Exercise: Among the lines below, return each one that contains the word "dead".
+---+
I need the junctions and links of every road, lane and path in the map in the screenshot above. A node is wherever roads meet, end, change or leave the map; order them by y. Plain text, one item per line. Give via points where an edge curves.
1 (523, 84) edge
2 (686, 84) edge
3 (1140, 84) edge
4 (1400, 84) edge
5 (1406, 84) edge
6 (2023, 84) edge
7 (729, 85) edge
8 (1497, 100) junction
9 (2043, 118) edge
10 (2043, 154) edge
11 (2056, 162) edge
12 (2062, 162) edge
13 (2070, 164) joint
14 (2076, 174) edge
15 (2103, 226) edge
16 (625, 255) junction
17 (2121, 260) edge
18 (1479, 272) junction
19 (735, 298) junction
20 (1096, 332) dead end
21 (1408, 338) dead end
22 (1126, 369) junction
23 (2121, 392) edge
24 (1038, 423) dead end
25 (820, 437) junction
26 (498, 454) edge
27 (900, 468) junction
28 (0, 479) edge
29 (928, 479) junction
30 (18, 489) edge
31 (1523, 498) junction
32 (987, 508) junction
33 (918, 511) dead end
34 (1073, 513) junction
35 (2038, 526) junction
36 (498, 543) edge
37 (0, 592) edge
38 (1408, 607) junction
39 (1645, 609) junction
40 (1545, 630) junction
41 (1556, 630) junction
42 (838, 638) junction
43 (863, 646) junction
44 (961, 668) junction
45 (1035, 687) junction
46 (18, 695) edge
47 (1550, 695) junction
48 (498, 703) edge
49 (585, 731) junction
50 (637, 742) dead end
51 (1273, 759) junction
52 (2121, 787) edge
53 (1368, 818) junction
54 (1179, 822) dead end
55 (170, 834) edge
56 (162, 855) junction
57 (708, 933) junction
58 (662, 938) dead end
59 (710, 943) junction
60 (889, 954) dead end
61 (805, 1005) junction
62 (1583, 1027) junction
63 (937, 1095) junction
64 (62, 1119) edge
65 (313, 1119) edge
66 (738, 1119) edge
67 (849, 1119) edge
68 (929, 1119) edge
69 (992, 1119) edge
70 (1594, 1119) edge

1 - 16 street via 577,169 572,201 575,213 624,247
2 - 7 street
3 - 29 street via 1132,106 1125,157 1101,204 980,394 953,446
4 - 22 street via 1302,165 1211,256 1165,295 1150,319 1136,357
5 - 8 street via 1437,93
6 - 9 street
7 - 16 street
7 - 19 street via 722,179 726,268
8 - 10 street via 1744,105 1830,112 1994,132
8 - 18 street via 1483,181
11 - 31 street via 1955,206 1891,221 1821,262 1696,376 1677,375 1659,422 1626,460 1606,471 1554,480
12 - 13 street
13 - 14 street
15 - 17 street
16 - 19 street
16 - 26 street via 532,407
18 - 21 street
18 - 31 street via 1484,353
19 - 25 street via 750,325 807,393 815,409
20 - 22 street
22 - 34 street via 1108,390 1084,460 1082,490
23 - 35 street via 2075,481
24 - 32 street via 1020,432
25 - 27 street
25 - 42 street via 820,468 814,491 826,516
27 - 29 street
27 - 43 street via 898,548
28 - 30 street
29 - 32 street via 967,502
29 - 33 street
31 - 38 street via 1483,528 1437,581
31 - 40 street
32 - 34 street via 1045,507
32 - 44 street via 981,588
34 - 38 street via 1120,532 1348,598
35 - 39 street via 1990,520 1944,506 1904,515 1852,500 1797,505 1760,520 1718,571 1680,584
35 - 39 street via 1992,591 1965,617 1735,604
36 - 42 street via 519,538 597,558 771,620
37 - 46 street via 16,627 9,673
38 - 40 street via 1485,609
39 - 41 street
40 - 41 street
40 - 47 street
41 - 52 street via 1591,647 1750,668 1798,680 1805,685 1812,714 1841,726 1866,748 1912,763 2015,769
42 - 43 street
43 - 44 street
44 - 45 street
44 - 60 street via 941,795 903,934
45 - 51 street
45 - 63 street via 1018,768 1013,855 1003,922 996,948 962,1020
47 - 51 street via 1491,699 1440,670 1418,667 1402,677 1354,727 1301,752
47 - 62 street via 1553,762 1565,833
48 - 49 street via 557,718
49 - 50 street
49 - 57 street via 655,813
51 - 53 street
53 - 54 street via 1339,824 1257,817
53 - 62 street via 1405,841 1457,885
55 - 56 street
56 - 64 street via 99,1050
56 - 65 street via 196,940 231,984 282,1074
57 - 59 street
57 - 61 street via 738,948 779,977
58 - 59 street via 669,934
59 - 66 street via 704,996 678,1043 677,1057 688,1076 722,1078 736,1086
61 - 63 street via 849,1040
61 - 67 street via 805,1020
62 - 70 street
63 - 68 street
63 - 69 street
+---+
Answer section:
20 (1096, 332) dead end
21 (1408, 338) dead end
24 (1038, 423) dead end
33 (918, 511) dead end
50 (637, 742) dead end
54 (1179, 822) dead end
58 (662, 938) dead end
60 (889, 954) dead end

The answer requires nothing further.